Adriana Aguiar e Laura Ignacio, de São Paulo
10/11/2009 – Fonte: Jornal Valor Econômico

Portaria conjunta esclarece forma como valores poderão ser usados no ‘Refis da Crise’.

Os contribuintes que cogitavam desistir de ações judiciais para incluir os valores discutidos no “Refis da Crise” e se beneficiar das vantagens do programa de parcelamento de tributos federais, começam a rever a possibilidade. O motivo é a Portaria Conjunta nº 10, da Procuradoria-Geral da Fazenda Nacional (PGFN) e da Receita Federal, publicada ontem, no Diário Oficial da União.

O texto regulamentou de forma mais detalhada a conversão dos depósitos judiciais – valores oferecidos pelos contribuintes em garantia nas ações fiscais – para o Refis. A norma esclareceu que só terão direito aos descontos previstos em lei, os que depositaram judicialmente, além do valor principal, multas e juros. Os contribuintes têm até 30 de dezembro para decidir de quais ações desistirão, prazo estipulado pela portaria.

Nesse sentido, se uma ação judicial tem origem em uma autuação, na qual houve a incidência de multa e juros nos valores depositados, haverá os descontos previstos no Refis. No entanto, nos casos em que o contribuinte levou a questão ao Judiciário, sem autuação, e depositou apenas o valor principal da cobrança, não haverá qualquer redução. O mesmo tratamento vale para decisões definitivas, tanto judiciais quanto administrativas.

Com a regra fixada pela portaria, deixa de ser vantajoso desistir de ações que só tenham como depósito judicial o valor principal, segundo advogados. “Ainda que o contribuinte tenha chances remotas de ganhar a ação, não haverá nenhum benefício caso ele desista”, afirma Eduardo Kiralyhegy, do Negreiro, Medeiros & Kiralyhegy Advogados. “Hoje, recebemos mais de vinte ligações de clientes que cogitam abrir mão da adesão ao Refis por causa disso”, afirma o advogado Fabrício Parzanese dos Reis, sócio do Velloza, Girotto e Lindenbojm Advogados Associados. Já para o advogado Glaucio Pellegrino Grottoli, do Peixoto e Cury Advogados, a única vantagem de incluir esses valores no Refis seria deixar de possuir litígios com o fisco. “Mas isso deve ser estudado caso a caso”.

A conversão ao parcelamento, porém, pode ser benéfica quando há depósito dos juros de mora e multa. É o caso assessorado pelo advogado Luiz Rogério Sawaya Batista, do escritório Nunes , Sawaya, Nusman e Thevenard Advogados. Ele tem um cliente que foi autuado e executado pelo fisco. Para garantir a dívida, a empresa foi penhorada e resolveu depositar o dinheiro em juízo, que hoje soma R$ 550 mil. Com a portaria, ficou claro que ela poderá incluir no Refis o valor da época do depósito. Como pretende fazer o pagamento à vista, terá 45% de desconto nos juros de mora e 100% na multa.

Para esses casos, ao aplicar as reduções, o destino do saldo remanescente poderá ficar a critério do contribuinte. O advogado Marcelo Annunziata, do escritório Demarest & Almeida, exemplifica que se uma empresa tem um débito de PIS e Cofins, pode parcelar isso em 180 meses e usar o depósito judicial para pagar outro débito. Se houver sobra, pode ficar com ela.

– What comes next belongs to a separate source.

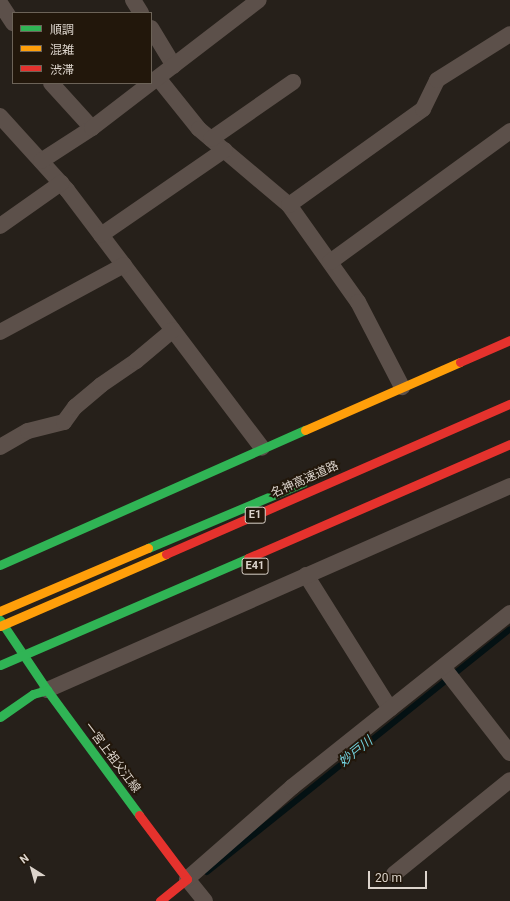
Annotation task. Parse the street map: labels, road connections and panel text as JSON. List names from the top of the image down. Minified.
{"streets":{"main road":["名神高速道路","E1","一宮上祖父江線"]},"water":["妙戸川"],"legend":["順調","混雑","渋滞"],"scale_bar":"20 m","north":"top left"}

Mas, no que se refere ao uso de depósitos judiciais de decisões definitivas, a portaria nº 10 é ilegal para alguns advogados. A norma determina que se já tiver sido proferida decisão final, judicial ou administrativa, e o contribuinte não desistiu do processo antes, não tem direito às reduções do Refis. Para a advogada Valdirene Franhani Lopes, do escritório Braga & Marafon, a imposição não consta na Lei nº 11.941. “Além disso, o Código Tributário Nacional prevê que o débito só se extingue após a conversão do valor depositado para os cofres da União”, diz. Uma empresa do ramo de bebidas, cliente de Valdirene, possui R$ 330 milhões nessa situação.

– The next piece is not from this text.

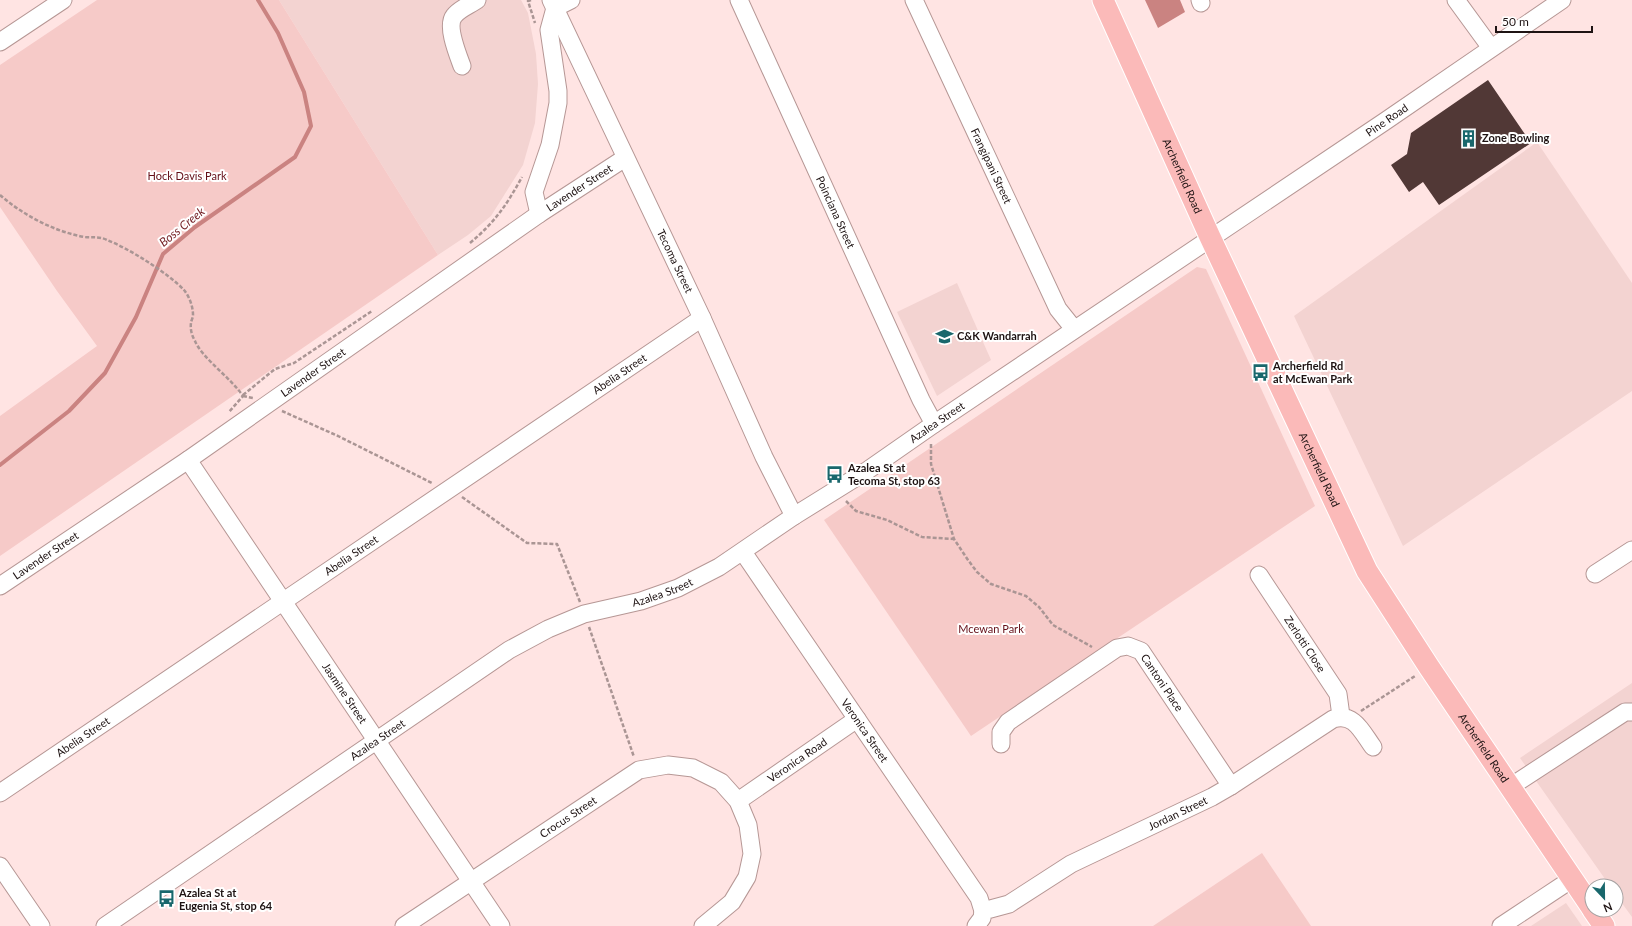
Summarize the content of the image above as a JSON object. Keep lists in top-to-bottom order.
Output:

O diretor do departamento de gestão da dívida ativa da União, órgão da PGFN, Paulo Ricardo de Souza Cardoso, esclareceu ao Valor que o governo não poderia permitir a aplicação das reduções do Refis sobre a correção dos depósitos judiciais como especularam alguns advogados. Isso porque a Lei nº 11.941 restringe o benefício a juros e multa. Cardoso explicou também que, caso o governo autorizasse a inclusão no Refis de valores depositados em ação julgada definitivamente, estaria deixando de cumprir decisão judicial. “Ambas atitudes seriam ilegais”, diz.